06. Filters
Breaking up an Image
The first step for a CNN is to break up the image into smaller pieces. We do this by selecting a width and height that defines a filter.
The filter looks at small pieces, or patches, of the image. These patches are the same size as the filter.
We then simply slide this filter horizontally or vertically to focus on a different piece of the image.
The amount by which the filter slides is referred to as the 'stride'. The stride is a hyperparameter which you, the engineer, can tune. Increasing the stride reduces the size of your model by reducing the number of total patches each layer observes. However, this usually comes with a reduction in accuracy.
Let’s look at an example. In this zoomed in image of the dog, we first start with the patch outlined in red. The width and height of our filter define the size of this square.

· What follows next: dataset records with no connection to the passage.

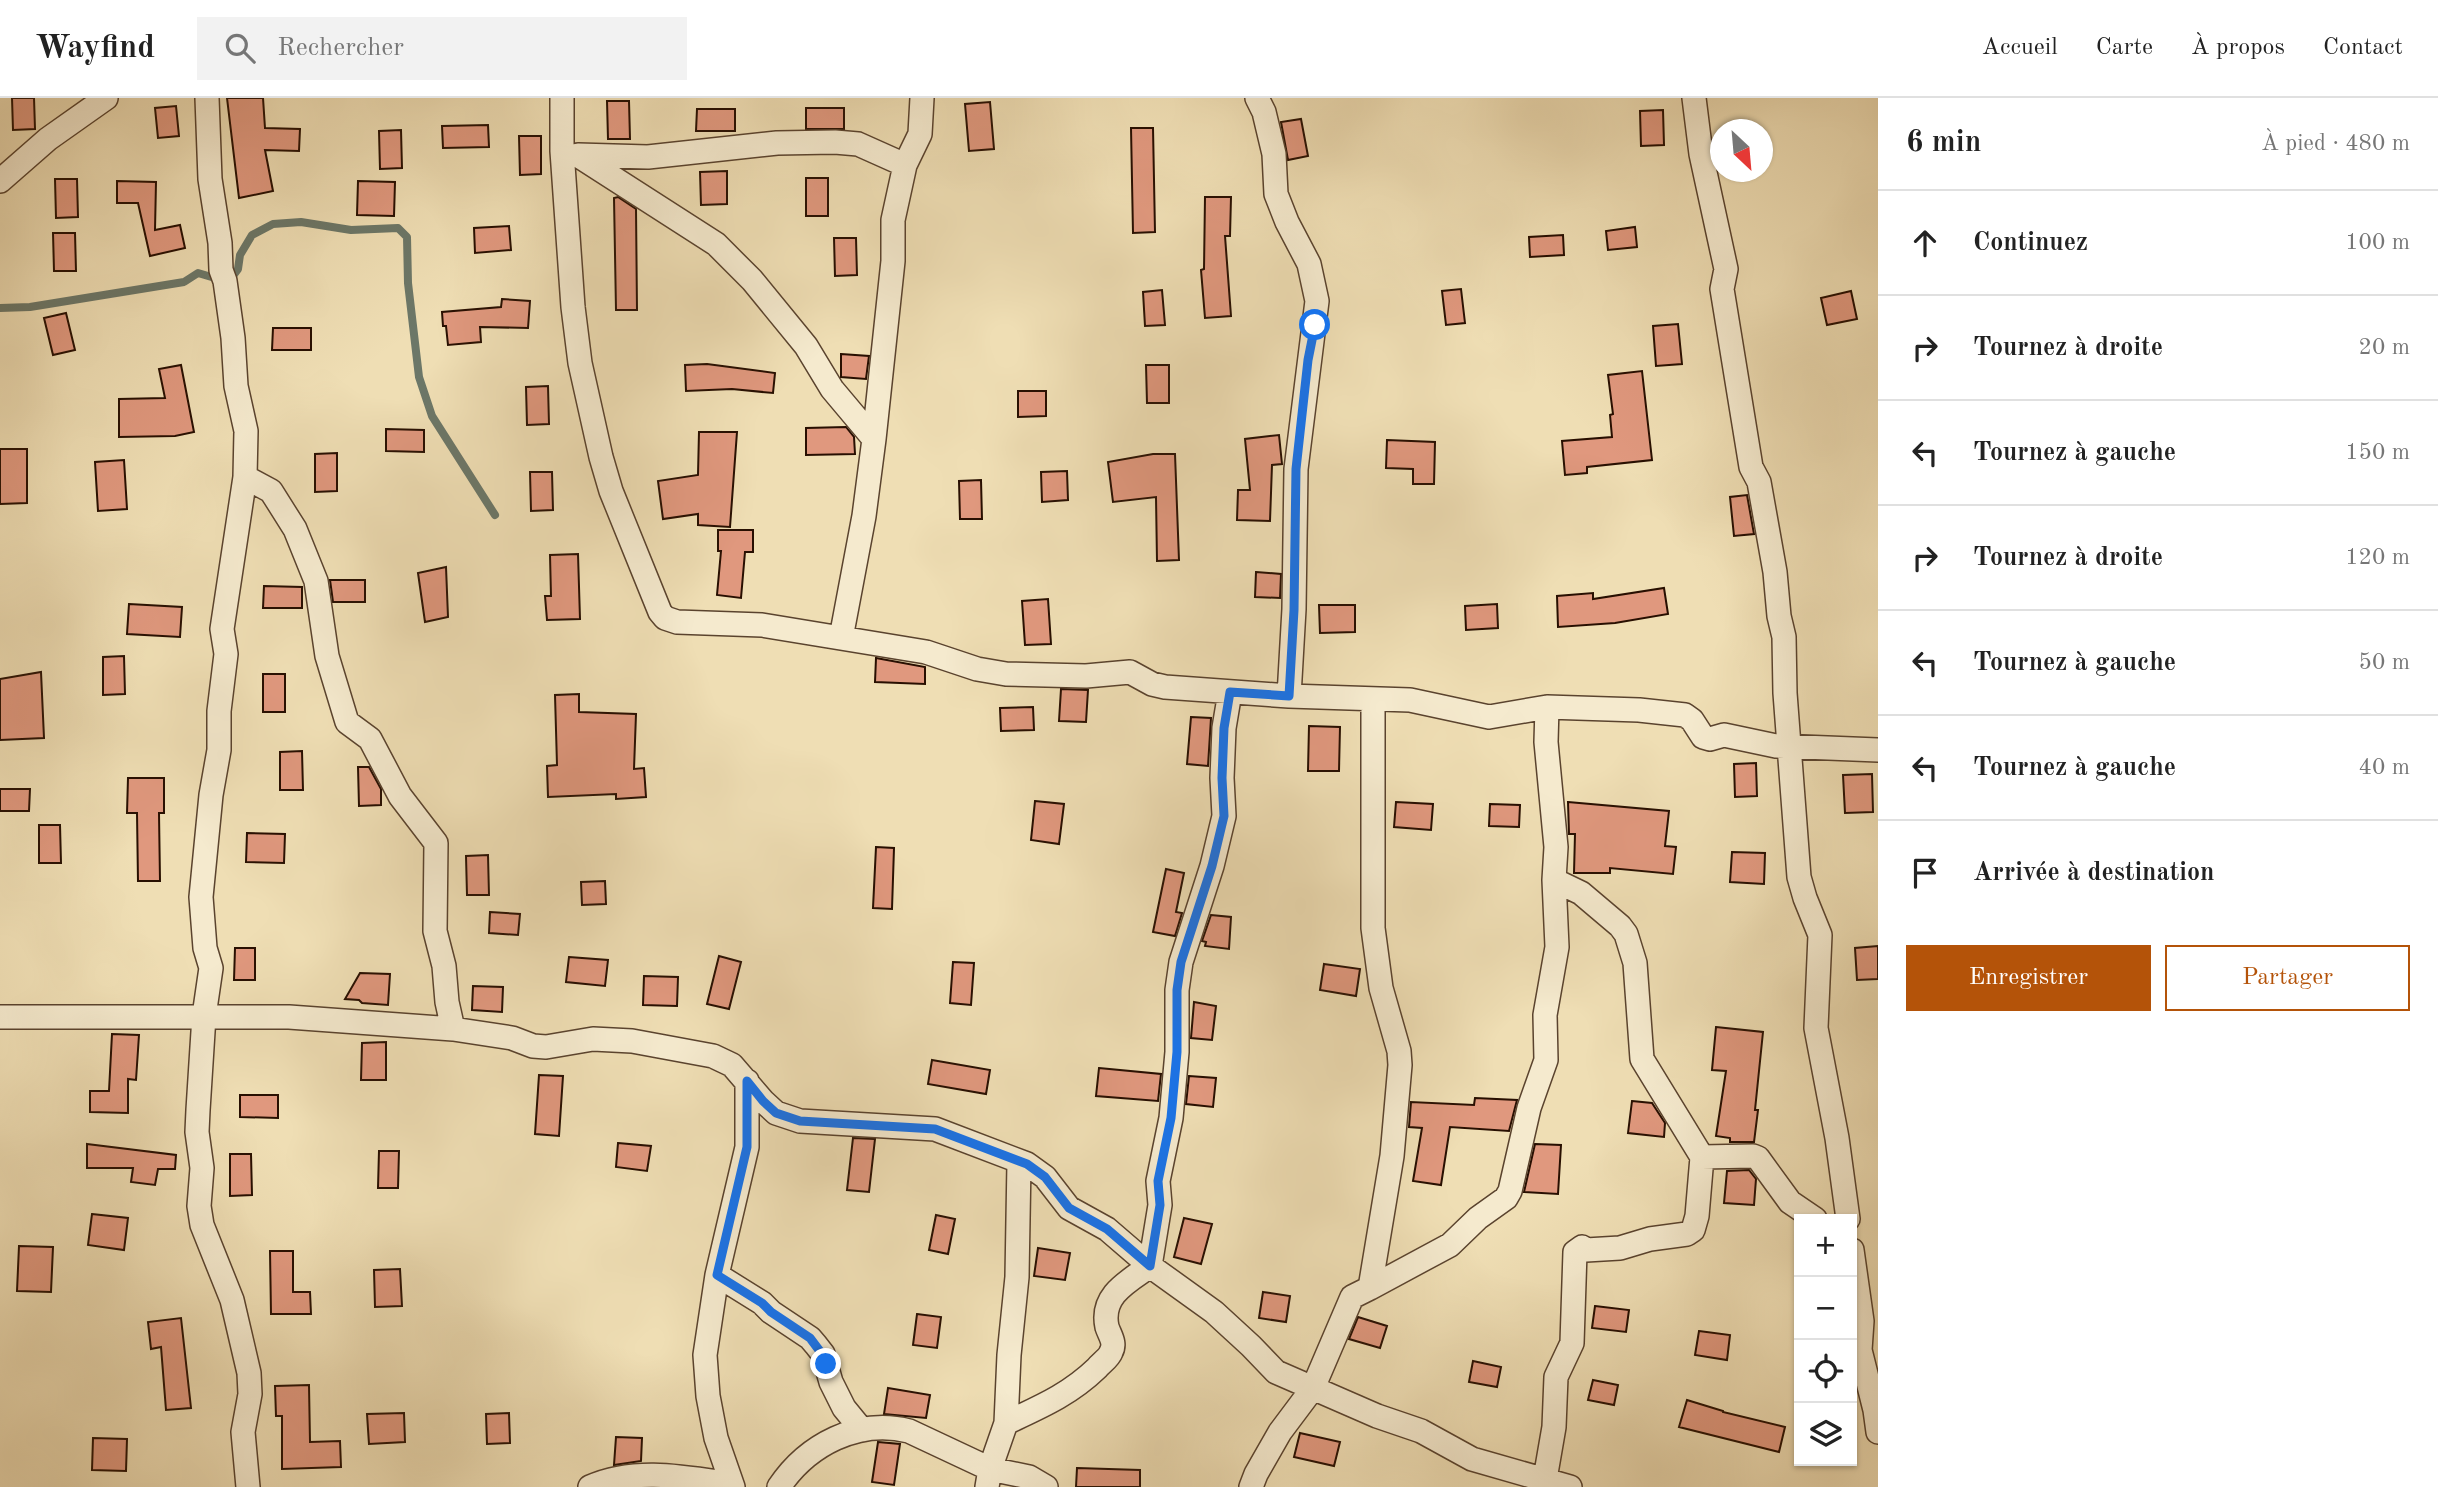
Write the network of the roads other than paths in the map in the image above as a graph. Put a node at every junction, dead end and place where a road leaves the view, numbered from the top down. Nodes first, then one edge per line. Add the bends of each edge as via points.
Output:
1 (106, 98) edge
2 (207, 98) edge
3 (562, 98) edge
4 (922, 98) edge
5 (1258, 98) edge
6 (1694, 98) edge
7 (570, 153) junction
8 (905, 165) junction
9 (0, 181) edge
10 (874, 439) junction
11 (245, 477) junction
12 (841, 638) junction
13 (1230, 692) junction
14 (1289, 696) junction
15 (1373, 699) junction
16 (1547, 707) junction
17 (1791, 747) junction
18 (1878, 750) edge
19 (1554, 880) junction
20 (204, 1016) junction
21 (0, 1017) edge
22 (453, 1030) junction
23 (747, 1081) junction
24 (1702, 1157) junction
25 (1019, 1162) junction
26 (1808, 1214) edge
27 (1847, 1214) edge
28 (1150, 1266) junction
29 (717, 1275) junction
30 (1855, 1277) edge
31 (1370, 1288) junction
32 (1313, 1388) junction
33 (1006, 1423) junction
34 (862, 1430) junction
35 (1878, 1432) edge
36 (988, 1478) edge
37 (1545, 1479) junction
38 (732, 1485) edge
39 (248, 1487) edge
40 (590, 1487) edge
41 (779, 1487) edge
42 (1046, 1487) edge
43 (1251, 1487) edge
44 (1570, 1487) edge

1 - 9 street
2 - 11 street via 210,179 236,386 246,431
3 - 7 street
4 - 8 street via 919,134
5 - 14 street via 1273,154 1276,194 1309,264 1317,301 1296,469
6 - 17 street via 1726,269 1722,289 1751,467 1759,482 1784,637
7 - 8 street via 648,157 778,142 835,142 858,144
7 - 10 street via 716,243 806,346 832,389
7 - 12 street via 573,307 580,363 611,491 660,611 677,622 762,625
8 - 10 street via 893,220 893,261
10 - 12 street
11 - 20 street via 222,629 226,654 219,750 201,897 211,968
11 - 22 street via 271,491 295,529 316,581 327,656 347,722 370,739 400,796 436,843 435,931
12 - 13 street via 926,652 1006,674 1130,672 1165,687
13 - 14 street
13 - 28 street via 1224,728 1224,816 1177,990 1171,1118 1158,1181 1160,1205
14 - 15 street
15 - 16 street via 1410,700 1489,717
15 - 31 street via 1373,928 1381,988 1400,1065 1392,1156
16 - 17 street via 1673,713 1692,720 1703,737 1724,735
16 - 19 street
17 - 18 street
17 - 27 street via 1799,877 1820,935 1815,1028
19 - 24 street via 1581,893 1626,934 1635,963 1642,1059
19 - 31 street via 1558,947 1545,1015 1546,1060 1510,1191 1450,1245
20 - 21 street
20 - 22 street via 289,1017
20 - 39 street via 197,1122 202,1168 199,1206 232,1300 249,1373 243,1432
22 - 23 street via 546,1047 593,1039 632,1041 713,1056 732,1065
23 - 25 street via 776,1113 800,1121 935,1129
23 - 29 street via 747,1147
24 - 26 street via 1758,1158 1782,1194
24 - 37 street via 1693,1230 1620,1248 1581,1247 1575,1252 1572,1343 1556,1377 1555,1427
25 - 28 street via 1045,1177 1069,1208 1107,1229
25 - 33 street via 1017,1277
28 - 32 street via 1214,1312 1276,1372
28 - 33 street via 1120,1286 1110,1301 1106,1312 1113,1339 1111,1354 1070,1392
29 - 34 street via 810,1338 822,1354 844,1408
29 - 38 street via 706,1374 716,1438
30 - 35 street via 1862,1321 1860,1350
31 - 32 street via 1352,1297
32 - 37 street via 1421,1431 1472,1459
32 - 43 street via 1280,1432
33 - 36 street
34 - 36 street via 895,1427 909,1431
34 - 41 street via 813,1450
36 - 42 street via 1029,1477
37 - 44 street
38 - 40 street via 651,1475 620,1477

We then move the square over to the right by a given stride (2 in this case) to get another patch.
What's important here is that we are grouping together adjacent pixels and treating them as a collective.

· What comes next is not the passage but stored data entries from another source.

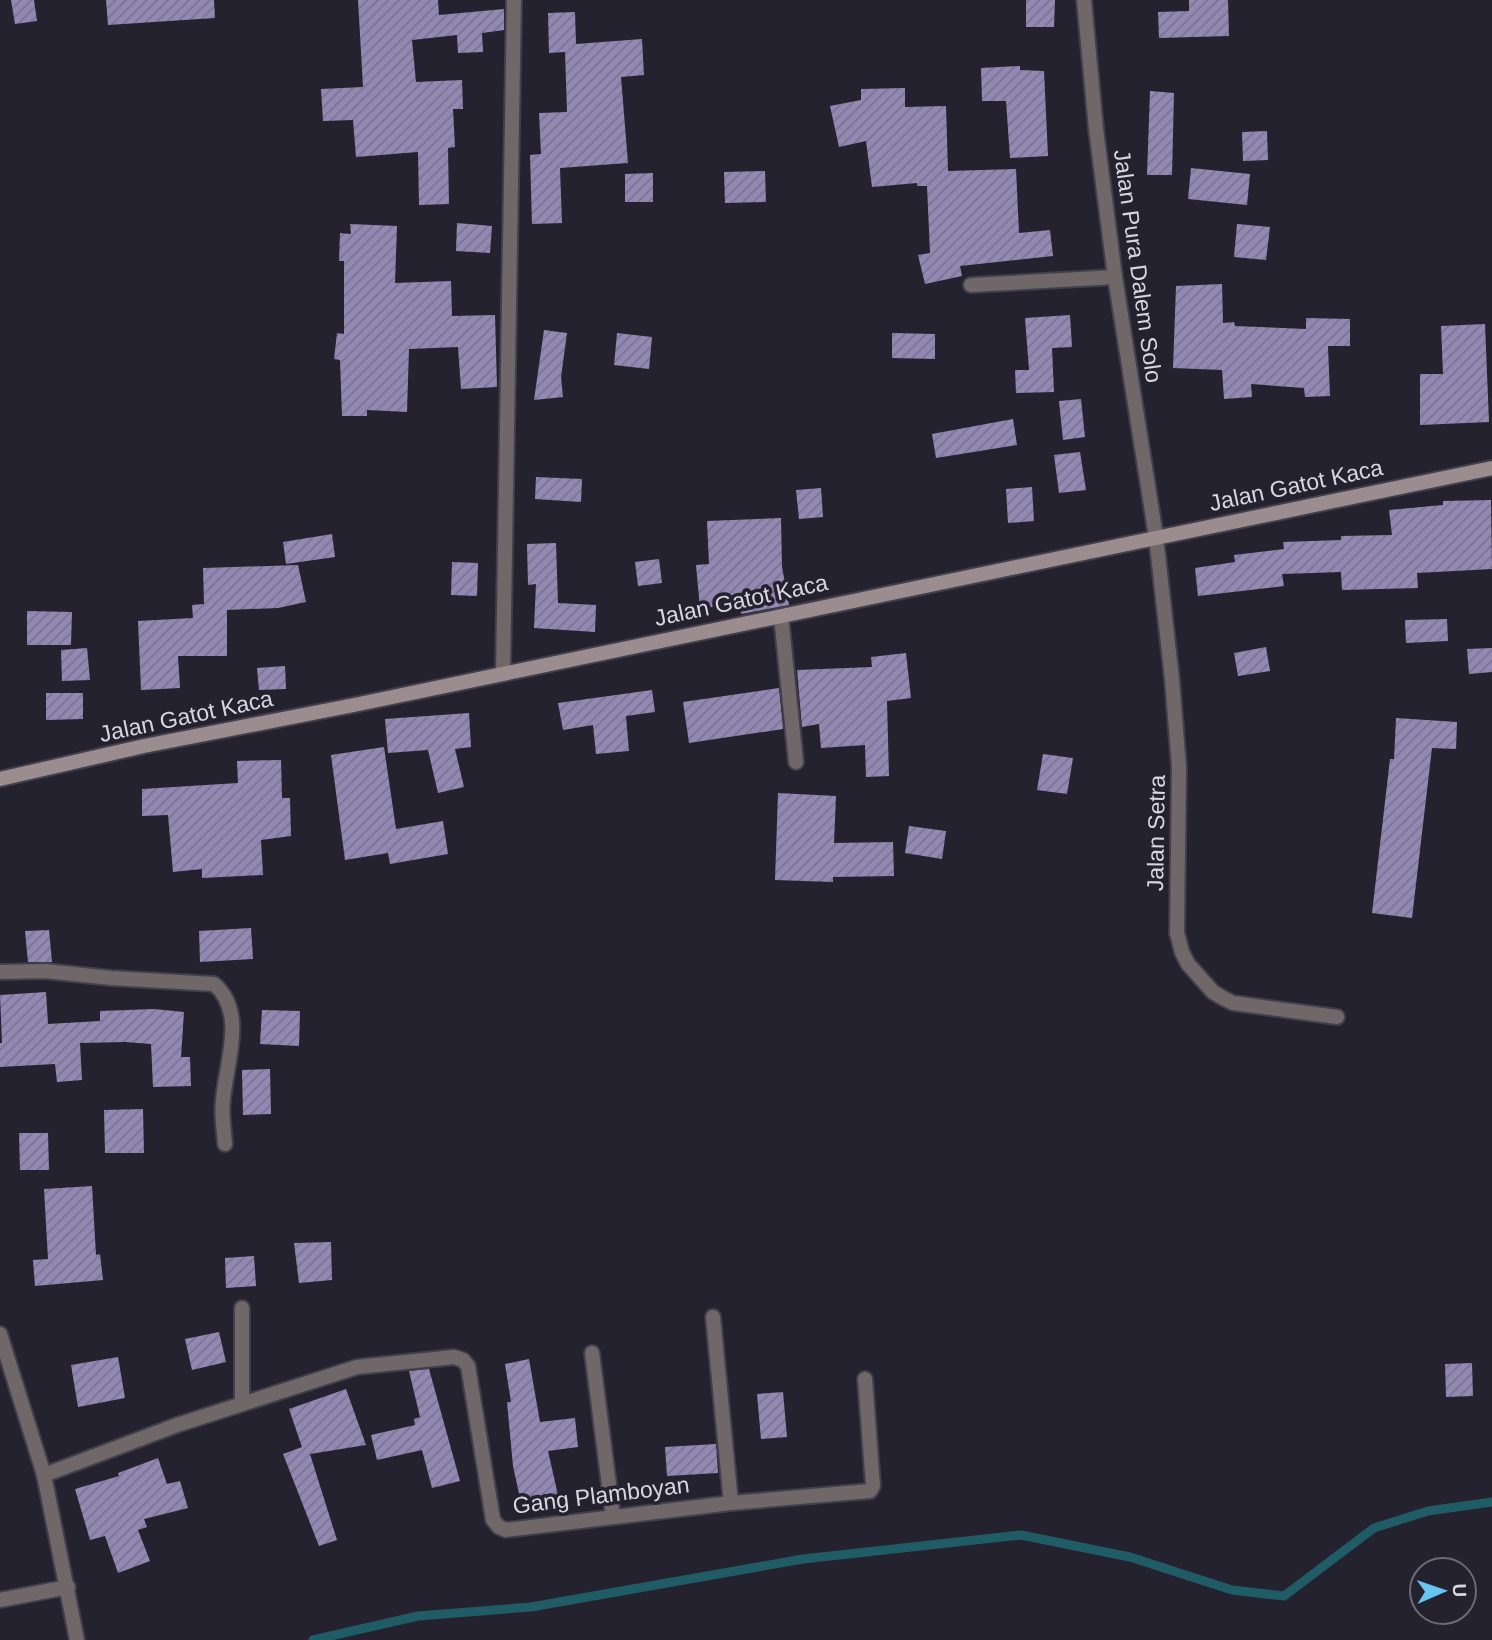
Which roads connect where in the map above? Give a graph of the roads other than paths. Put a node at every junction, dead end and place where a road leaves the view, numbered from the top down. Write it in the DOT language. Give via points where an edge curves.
graph roads {
  1 [pos="514,0"];
  2 [pos="1084,0"];
  3 [pos="1115,277"];
  4 [pos="971,285"];
  5 [pos="1492,468"];
  6 [pos="1156,537"];
  7 [pos="780,615"];
  8 [pos="503,673"];
  9 [pos="796,762"];
  10 [pos="0,779"];
  11 [pos="0,972"];
  12 [pos="1336,1017"];
  13 [pos="225,1144"];
  14 [pos="242,1308"];
  15 [pos="713,1317"];
  16 [pos="0,1334"];
  17 [pos="592,1353"];
  18 [pos="865,1379"];
  19 [pos="242,1404"];
  20 [pos="44,1475"];
  21 [pos="731,1503"];
  22 [pos="612,1516"];
  23 [pos="68,1587"];
  24 [pos="0,1600"];
  25 [pos="77,1640"];
  1 -- 8 [label="street"];
  2 -- 3 [label="street, Jalan Pura Dalem Solo"];
  3 -- 4 [label="street"];
  3 -- 6 [label="street, Jalan Pura Dalem Solo"];
  5 -- 6 [label="main road, Jalan Gatot Kaca"];
  6 -- 7 [label="main road, Jalan Gatot Kaca"];
  6 -- 12 [label="street, Jalan Setra" via="1180,767 1177,933 1181,952 1213,992 1233,1003"];
  7 -- 8 [label="main road, Jalan Gatot Kaca"];
  7 -- 9 [label="street"];
  8 -- 10 [label="main road, Jalan Gatot Kaca"];
  11 -- 13 [label="street" via="45,971 214,984 223,992 233,1034 222,1104"];
  14 -- 19 [label="street"];
  15 -- 21 [label="street"];
  16 -- 20 [label="street"];
  17 -- 22 [label="street"];
  18 -- 21 [label="street, Gang Plamboyan" via="870,1491"];
  19 -- 20 [label="street, Gang Plamboyan"];
  19 -- 22 [label="street, Gang Plamboyan" via="357,1367 454,1357 468,1366 493,1520 499,1527 506,1530"];
  20 -- 23 [label="street"];
  21 -- 22 [label="street, Gang Plamboyan"];
  23 -- 24 [label="street"];
  23 -- 25 [label="street"];
}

In a normal, non-convolutional neural network, we would have ignored this adjacency. In a normal network, we would have connected every pixel in the input image to a neuron in the next layer. In doing so, we would not have taken advantage of the fact that pixels in an image are close together for a reason and have special meaning.
By taking advantage of this local structure, our CNN learns to classify local patterns, like shapes and objects, in an image.
Filter Depth
It's common to have more than one filter. Different filters pick up different qualities of a patch. For example, one filter might look for a particular color, while another might look for a kind of object of a specific shape. The amount of filters in a convolutional layer is called the filter depth.
How many neurons does each patch connect to?
That’s dependent on our filter depth. If we have a depth of k
, we connect each patch of pixels to k
neurons in the next layer. This gives us the height of k
in the next layer, as shown below. In practice, k
is a hyperparameter we tune, and most CNNs tend to pick the same starting values.
But why connect a single patch to multiple neurons in the next layer? Isn’t one neuron good enough?
Multiple neurons can be useful because a patch can have multiple interesting characteristics that we want to capture.
For example, one patch might include some white teeth, some blonde whiskers, and part of a red tongue. In that case, we might want a filter depth of at least three - one for each of teeth, whiskers, and tongue.
Having multiple neurons for a given patch ensures that our CNN can learn to capture whatever characteristics the CNN learns are important.
Remember that the CNN isn't "programmed" to look for certain characteristics. Rather, it learns on its own which characteristics to notice.